From our series Halloween Week Specials***
Quote of the day: Freedom sometimes tastes like a pumpkin left out just a wee bit too long after Halloween. ****
Blame this one on TheEditor coming back from its* once-every-decade watching of the movie Enemy of the State.
All of this anti-surveillance crap is too complicated! You need to make like Dave, and keep it simple!
But we don't ever need to hide, why bother?
Because Enemy of the State is a documentary disguised as fiction, you idiots. Pardon my French, scrap the you idiots, use team instead.
Listen to the master, and be awed. Remember General Dave and his liaison, they communicated via the Drafts folder of GMail. Both had the password, and they'd go and write their love emails without sending them. That's pretty simple. Now, once the other lady snitched, our protectors looked at the GMail account and the locations associated with logins and wondered.
Oh.
They wondered if a hero like General Dave managed to be in two locations thousands of miles apart within hours or sometimes minutes. That skill would have revolutionized warfare, but it was discarded because the idea that a man would write love letters to himself was too bizarre. I have been working on a better mousetrap. Let me explain, and I will use Bob and Alice because thinking of a fallen hero is too painful.
[nods, sound of shifting chairs]
Bob wants to send a message to Alice. As you...team... know by now, that creates a lot of metadata in addition to the fact that Alice's email address travels with the message. Enemy of the State gave me the idea to come up with a convenient dead drop. Bob puts the message somewhere, and Alice picks it up.
Ahm, boss, we talked about SecureDrop the other day?
I am not trying to outdo SecureDrop, for Aaron's sake. My solution is a bit less secure but a lot easier, a tradeoff, hear me out. Say, Bob is Alice's uncle, he lives in Iowa and is good at farming but less sure footed with computers. Alice, lives in New York as a graphic artist. She is good with computers but has a hard time making ends meet, and she can't work as a bartender because she hates the company of drunks. Every other month, Bob sends Alice an encouraging note, usually bible verses, but he does not want anybody to know, and Alice is somewhat embarrassed that she needs bible verses to see her through.
[hand covers mouth, hiding yawn]
So, ...team, here is the setup. Alice goes to her favorite blogging platform and sets up a blog. She picks a platform which has a "Comment" feature that does not require an account. Alice also makes sure that the blogging platform has "moderated" comments. It's standard these days, but this is the key to the bible verses. Alice puts a few content items on the blog and gives uncle Bob the https address of the blog when she visits Iowa for Halloween.

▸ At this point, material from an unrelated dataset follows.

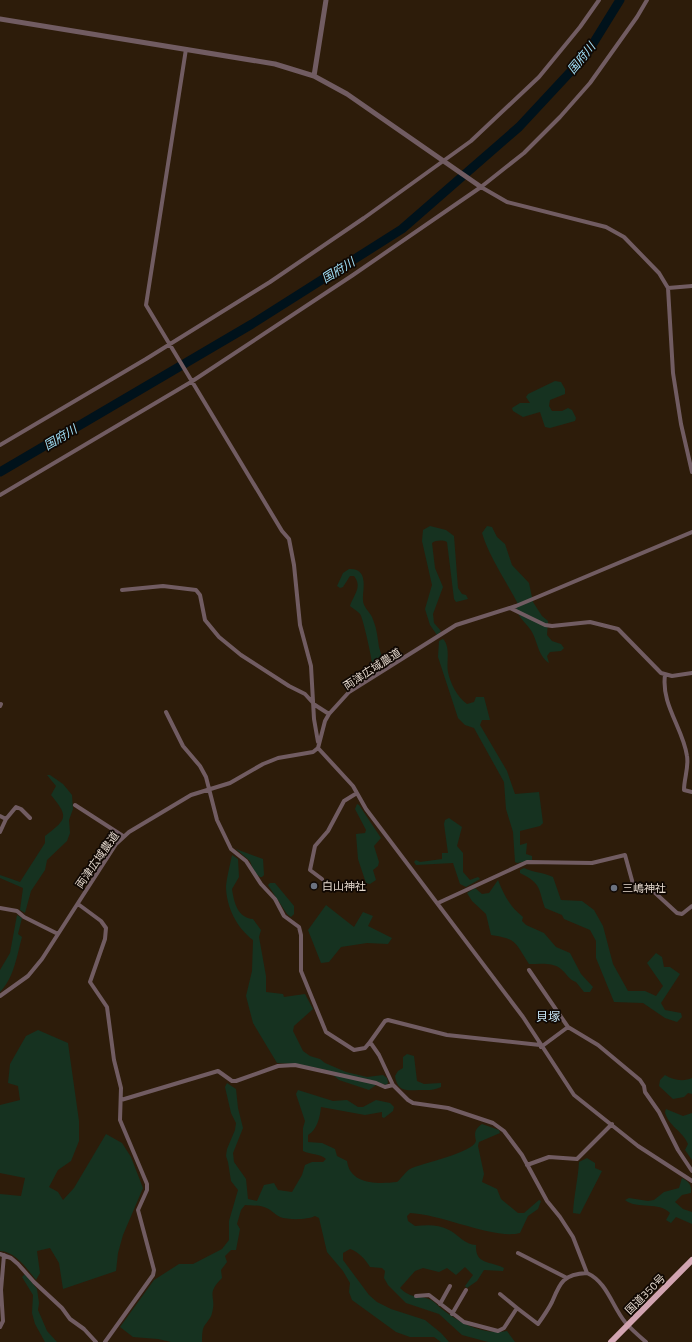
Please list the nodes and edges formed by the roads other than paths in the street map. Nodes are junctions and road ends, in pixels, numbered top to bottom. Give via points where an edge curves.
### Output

[tip of one foot going up and down, up and down]
Uncle Bob looks up a bible verse, goes to any of the posts on Alice's blog, pastes the verse into the comment box, done. Alice will receive an email not from Uncle Bob but from the blog server postmaster. Alice reads the comment awaiting moderation, then clicks "Do not publish" or the equivalent on her platform. Comments? [chuckle]
You could correlate Bob's visit to the web site with the web site owner, so you still have metadata.
Sure, but that analysis is not done routinely. It already beats the General and the Gmail account. If Alice's blogging platform is also an email provider, the bible verses "comments" email never leaves the hosting company.
Not very realistic, though.
Wait. Alice gets a great job in China, a one year contract at Panda Corp., and now Uncle Bob can continue to send bible verses even though the Chinese don't like it one bit.
But boss, isn't the Comments feature pretty much the same as a web form Contact Us feature? And won't Comments land in the database of the site?
They serve different purposes. A free blogging site does not give every blogger a Contact Us form. And yes, they may land in the database, but European or US providers don't care about bible quotes. You can use a plain text split based on the encrypted split described in this post. Sure, you need to turn off the Spam filter of the site, if they have one.
What's your take on using TOR, too?
If you want your bible verses even less traceable, TOR or a bog standard VPN are a good idea. I'd suggest that only one party, only Bob or Alice use such a service for that specific communication. But, remember, the less you stand out from the unwashed masses, the better. If Shakespeare were alive today and published under a well-guarded pseudonym on some web site, nobody might notice.
If you paste an encrypted message into the Comments and it does not go through?
Just test it out. If you cannot find a suitable blogging site, Alice can set up her own website and have a form named Comments. There is a lot of flexibility in this dead drop. You can, for example send the other party a link to a Pastebin or the latest Dilbert comic strips.
This can be used to bad ends, too, what would you say to critics?
Are rocks banned?
[puzzled looks]
David got Goliath with a rock, so sure, ban rocks if you feel like it.
Can we borrow your Enemy of the State DVD?
After Halloween, sure.
* TheEditor insists on gender neutrality, hence the form "it".
** Eff is not the same as EFF. EFF is the acronym for Electronic Frontier Foundation, the good guys. Eff may be good or not, depending on your taste.
*** Please remember, we do satire, which, by its nature, messes with perceived wisdom.
**** Who came up with that nonsense? Somebody must have.